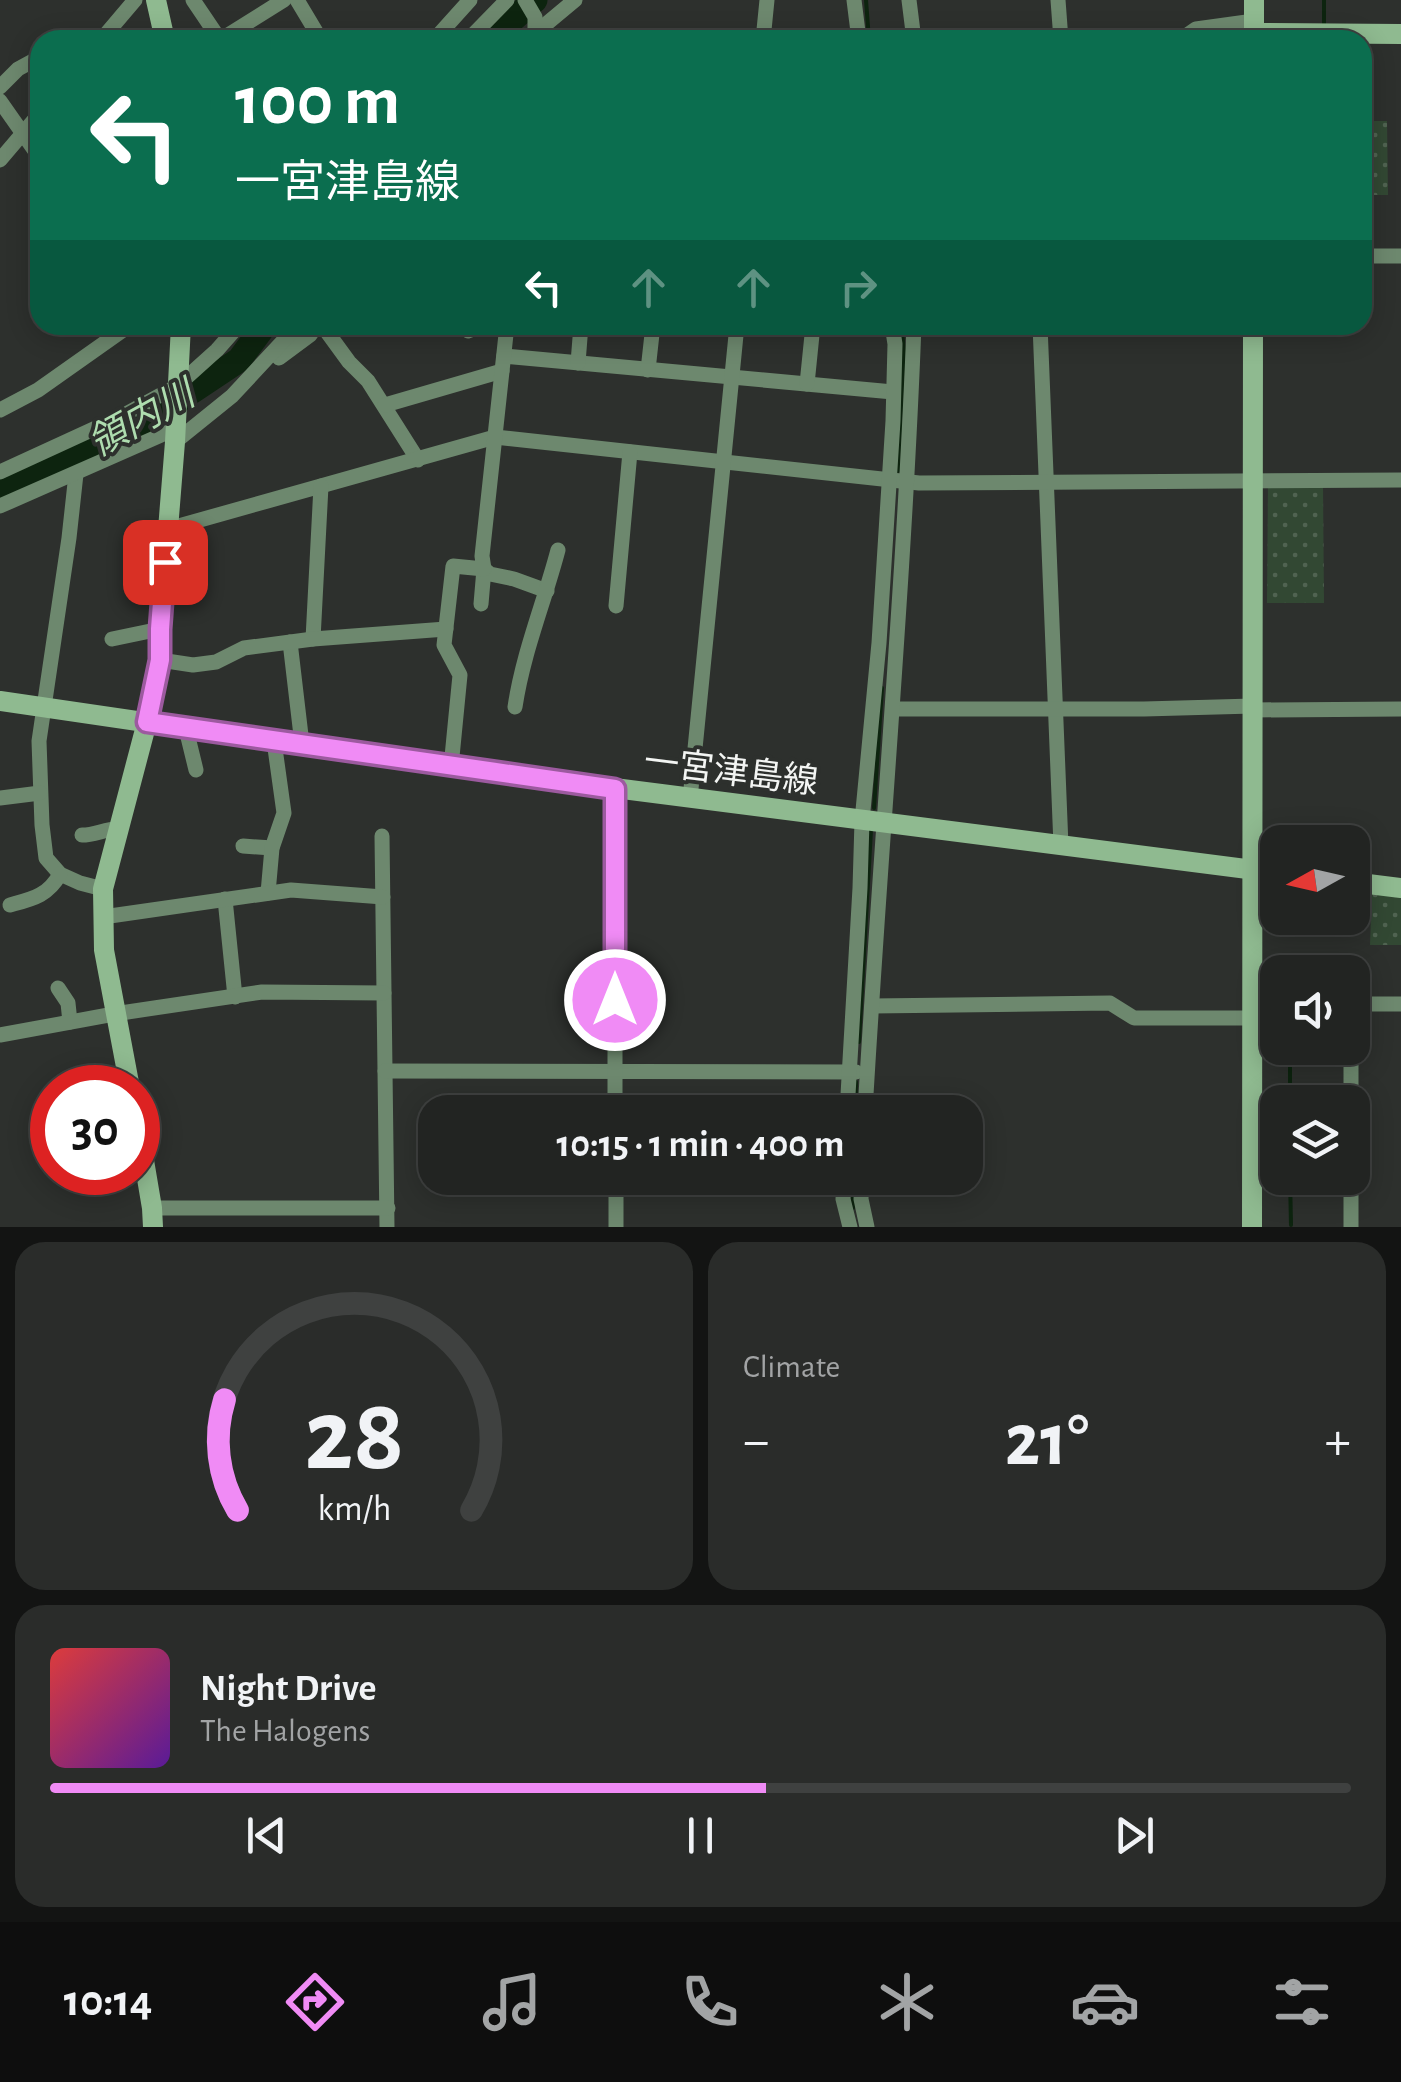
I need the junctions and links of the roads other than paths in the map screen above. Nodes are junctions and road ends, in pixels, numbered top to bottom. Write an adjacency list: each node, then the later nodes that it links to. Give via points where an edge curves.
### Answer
1 (134, 0): 15 (street)
2 (156, 0): 16 (main road)
3 (194, 0): 17 (street)
4 (284, 0): 18 (street)
5 (297, 0): 19 (street)
6 (470, 0): 20 (street)
7 (507, 0): 21 (street)
8 (526, 0): 22 (street)
9 (575, 0): 23 (street)
10 (766, 0): 24 (street)
11 (854, 0): 25 (street)
12 (909, 0): 26 (street)
13 (1058, 0): 27 (street)
14 (1254, 23): 28 (street); 29 (main road)
15 (110, 30)
16 (163, 30)
17 (214, 30)
18 (236, 30)
19 (315, 30)
20 (443, 30)
21 (478, 30)
22 (533, 30)
23 (536, 30)
24 (764, 30)
25 (858, 30)
26 (913, 30)
27 (1060, 30)
28 (1195, 30)
29 (1348, 30)
30 (1372, 32): 31 (main road)
31 (1401, 34)
32 (30, 63): 33 (street)
33 (0, 87)
34 (0, 100): 36 (street)
35 (30, 125): 36 (street)
36 (23, 134): 37 (street); 38 (street)
37 (30, 144)
38 (0, 160)
39 (1372, 256): 40 (street)
40 (1401, 256)
41 (113, 335): 65 (street)
42 (180, 335): 62 (main road)
43 (230, 335): 62 (street)
44 (289, 335): 60 (street)
45 (310, 335): 60 (street)
46 (327, 335): 64 (street)
47 (505, 335): 56 (street)
48 (581, 335): 57 (street)
49 (653, 335): 58 (street)
50 (736, 335): 59 (street)
51 (812, 335): 61 (street)
52 (894, 335): 63 (street)
53 (914, 335): 76 (street)
54 (1040, 335): 77 (street)
55 (1254, 335): 75 (main road)
56 (503, 363): 57 (street); 64 (street); 67 (street)
57 (578, 363): 58 (street)
58 (648, 370): 59 (street)
59 (732, 378): 61 (street); 70 (street)
60 (247, 381): 66 (street, via 220,407)
61 (807, 384): 63 (street)
62 (177, 389): 66 (main road); 71 (street)
63 (893, 392): 73 (street)
64 (385, 405): 69 (street)
65 (0, 410)
66 (175, 432): 72 (street); 80 (main road)
67 (496, 437): 68 (street); 69 (street); 82 (street)
68 (630, 452): 70 (street); 85 (street)
69 (418, 460): 78 (street)
70 (723, 461): 73 (street); 108 (street)
71 (0, 472)
72 (76, 474): 79 (street); 93 (street)
73 (889, 479): 76 (street); 109 (street)
74 (1401, 480): 75 (street)
75 (1253, 481): 77 (street); 95 (main road)
76 (908, 482): 77 (street); 96 (street)
77 (1046, 482): 97 (street)
78 (321, 486): 80 (street); 89 (street)
79 (0, 506)
80 (168, 529): 86 (main road)
81 (558, 550): 83 (street)
82 (484, 569): 83 (street); 84 (street); 87 (street, via 453,566)
83 (547, 591): 94 (street)
84 (481, 604)
85 (616, 606)
86 (160, 629): 88 (street); 91 (main road)
87 (446, 629): 89 (street); 103 (street, via 444,645 460,675)
88 (112, 639)
89 (314, 639): 90 (street)
90 (290, 642): 91 (street, via 244,648 216,662); 102 (street)
91 (160, 660): 99 (main road)
92 (0, 701): 93 (main road, 一宮津島線)
93 (44, 707): 99 (main road, 一宮津島線); 106 (street)
94 (515, 708)
95 (1252, 708): 97 (street); 98 (street); 116 (main road)
96 (894, 709): 97 (street); 109 (street)
97 (1056, 709): 114 (street)
98 (1401, 709)
99 (147, 722): 100 (main road, 一宮津島線); 110 (main road)
100 (186, 728): 101 (main road, 一宮津島線); 104 (street)
101 (274, 740): 102 (main road, 一宮津島線); 115 (street, via 284,814)
102 (302, 744): 103 (main road, 一宮津島線)
103 (451, 767): 105 (main road, 一宮津島線)
104 (196, 770)
105 (615, 789): 108 (main road, 一宮津島線); 139 (street)
106 (40, 793): 107 (street); 118 (street, via 46,858)
107 (0, 798)
108 (690, 799): 109 (main road, 一宮津島線)
109 (873, 823): 114 (main road, 一宮津島線); 132 (street); 141 (street, via 860,888)
110 (117, 830): 112 (street); 121 (main road)
111 (382, 836): 123 (street)
112 (90, 839)
113 (243, 846): 115 (street)
114 (1061, 846): 116 (main road, 一宮津島線)
115 (272, 848): 122 (street)
116 (1252, 870): 117 (main road, 一宮津島線); 135 (main road)
117 (1260, 871)
118 (60, 874): 121 (street); 125 (street, via 40,897)
119 (1370, 884): 120 (main road)
120 (1401, 888)
121 (104, 889): 126 (main road)
122 (268, 893): 123 (street); 124 (street)
123 (382, 897): 128 (street)
124 (225, 899): 126 (street); 129 (street)
125 (10, 905)
126 (103, 918): 134 (main road)
127 (58, 988): 136 (street)
128 (384, 993): 129 (street); 140 (street)
129 (234, 997): 134 (street)
130 (1370, 1004): 131 (street)
131 (1401, 1004)
132 (872, 1006): 135 (street, via 1110,1003 1134,1018); 142 (street)
133 (1260, 1009): 135 (street)
134 (114, 1014): 136 (street); 138 (main road)
135 (1252, 1018): 156 (main road)
136 (70, 1022): 137 (street)
137 (0, 1035)
138 (125, 1065)
139 (614, 1070): 140 (street); 141 (street); 143 (street)
140 (385, 1071): 150 (street)
141 (848, 1072): 142 (street); 144 (street)
142 (868, 1072): 145 (street)
143 (615, 1095)
144 (847, 1095)
145 (867, 1095)
146 (616, 1195): 153 (street)
147 (844, 1195): 154 (street)
148 (860, 1195): 155 (street)
149 (1351, 1195): 157 (street)
150 (388, 1208): 151 (street); 152 (street)
151 (152, 1218)
152 (388, 1227)
153 (616, 1227)
154 (850, 1227)
155 (867, 1227)
156 (1252, 1227)
157 (1350, 1227)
= = =
DIRECTIONS
Skipping every picture, reproduce the records word for word.

RESULT
I need the junctions and links of the roads other than paths in the map screen above. Nodes are junctions and road ends, in pixels, numbered top to bottom. Write an adjacency list: each node, then the later nodes that it links to. Give via points where an edge curves.
### Answer
1 (134, 0): 15 (street)
2 (156, 0): 16 (main road)
3 (194, 0): 17 (street)
4 (284, 0): 18 (street)
5 (297, 0): 19 (street)
6 (470, 0): 20 (street)
7 (507, 0): 21 (street)
8 (526, 0): 22 (street)
9 (575, 0): 23 (street)
10 (766, 0): 24 (street)
11 (854, 0): 25 (street)
12 (909, 0): 26 (street)
13 (1058, 0): 27 (street)
14 (1254, 23): 28 (street); 29 (main road)
15 (110, 30)
16 (163, 30)
17 (214, 30)
18 (236, 30)
19 (315, 30)
20 (443, 30)
21 (478, 30)
22 (533, 30)
23 (536, 30)
24 (764, 30)
25 (858, 30)
26 (913, 30)
27 (1060, 30)
28 (1195, 30)
29 (1348, 30)
30 (1372, 32): 31 (main road)
31 (1401, 34)
32 (30, 63): 33 (street)
33 (0, 87)
34 (0, 100): 36 (street)
35 (30, 125): 36 (street)
36 (23, 134): 37 (street); 38 (street)
37 (30, 144)
38 (0, 160)
39 (1372, 256): 40 (street)
40 (1401, 256)
41 (113, 335): 65 (street)
42 (180, 335): 62 (main road)
43 (230, 335): 62 (street)
44 (289, 335): 60 (street)
45 (310, 335): 60 (street)
46 (327, 335): 64 (street)
47 (505, 335): 56 (street)
48 (581, 335): 57 (street)
49 (653, 335): 58 (street)
50 (736, 335): 59 (street)
51 (812, 335): 61 (street)
52 (894, 335): 63 (street)
53 (914, 335): 76 (street)
54 (1040, 335): 77 (street)
55 (1254, 335): 75 (main road)
56 (503, 363): 57 (street); 64 (street); 67 (street)
57 (578, 363): 58 (street)
58 (648, 370): 59 (street)
59 (732, 378): 61 (street); 70 (street)
60 (247, 381): 66 (street, via 220,407)
61 (807, 384): 63 (street)
62 (177, 389): 66 (main road); 71 (street)
63 (893, 392): 73 (street)
64 (385, 405): 69 (street)
65 (0, 410)
66 (175, 432): 72 (street); 80 (main road)
67 (496, 437): 68 (street); 69 (street); 82 (street)
68 (630, 452): 70 (street); 85 (street)
69 (418, 460): 78 (street)
70 (723, 461): 73 (street); 108 (street)
71 (0, 472)
72 (76, 474): 79 (street); 93 (street)
73 (889, 479): 76 (street); 109 (street)
74 (1401, 480): 75 (street)
75 (1253, 481): 77 (street); 95 (main road)
76 (908, 482): 77 (street); 96 (street)
77 (1046, 482): 97 (street)
78 (321, 486): 80 (street); 89 (street)
79 (0, 506)
80 (168, 529): 86 (main road)
81 (558, 550): 83 (street)
82 (484, 569): 83 (street); 84 (street); 87 (street, via 453,566)
83 (547, 591): 94 (street)
84 (481, 604)
85 (616, 606)
86 (160, 629): 88 (street); 91 (main road)
87 (446, 629): 89 (street); 103 (street, via 444,645 460,675)
88 (112, 639)
89 (314, 639): 90 (street)
90 (290, 642): 91 (street, via 244,648 216,662); 102 (street)
91 (160, 660): 99 (main road)
92 (0, 701): 93 (main road, 一宮津島線)
93 (44, 707): 99 (main road, 一宮津島線); 106 (street)
94 (515, 708)
95 (1252, 708): 97 (street); 98 (street); 116 (main road)
96 (894, 709): 97 (street); 109 (street)
97 (1056, 709): 114 (street)
98 (1401, 709)
99 (147, 722): 100 (main road, 一宮津島線); 110 (main road)
100 (186, 728): 101 (main road, 一宮津島線); 104 (street)
101 (274, 740): 102 (main road, 一宮津島線); 115 (street, via 284,814)
102 (302, 744): 103 (main road, 一宮津島線)
103 (451, 767): 105 (main road, 一宮津島線)
104 (196, 770)
105 (615, 789): 108 (main road, 一宮津島線); 139 (street)
106 (40, 793): 107 (street); 118 (street, via 46,858)
107 (0, 798)
108 (690, 799): 109 (main road, 一宮津島線)
109 (873, 823): 114 (main road, 一宮津島線); 132 (street); 141 (street, via 860,888)
110 (117, 830): 112 (street); 121 (main road)
111 (382, 836): 123 (street)
112 (90, 839)
113 (243, 846): 115 (street)
114 (1061, 846): 116 (main road, 一宮津島線)
115 (272, 848): 122 (street)
116 (1252, 870): 117 (main road, 一宮津島線); 135 (main road)
117 (1260, 871)
118 (60, 874): 121 (street); 125 (street, via 40,897)
119 (1370, 884): 120 (main road)
120 (1401, 888)
121 (104, 889): 126 (main road)
122 (268, 893): 123 (street); 124 (street)
123 (382, 897): 128 (street)
124 (225, 899): 126 (street); 129 (street)
125 (10, 905)
126 (103, 918): 134 (main road)
127 (58, 988): 136 (street)
128 (384, 993): 129 (street); 140 (street)
129 (234, 997): 134 (street)
130 (1370, 1004): 131 (street)
131 (1401, 1004)
132 (872, 1006): 135 (street, via 1110,1003 1134,1018); 142 (street)
133 (1260, 1009): 135 (street)
134 (114, 1014): 136 (street); 138 (main road)
135 (1252, 1018): 156 (main road)
136 (70, 1022): 137 (street)
137 (0, 1035)
138 (125, 1065)
139 (614, 1070): 140 (street); 141 (street); 143 (street)
140 (385, 1071): 150 (street)
141 (848, 1072): 142 (street); 144 (street)
142 (868, 1072): 145 (street)
143 (615, 1095)
144 (847, 1095)
145 (867, 1095)
146 (616, 1195): 153 (street)
147 (844, 1195): 154 (street)
148 (860, 1195): 155 (street)
149 (1351, 1195): 157 (street)
150 (388, 1208): 151 (street); 152 (street)
151 (152, 1218)
152 (388, 1227)
153 (616, 1227)
154 (850, 1227)
155 (867, 1227)
156 (1252, 1227)
157 (1350, 1227)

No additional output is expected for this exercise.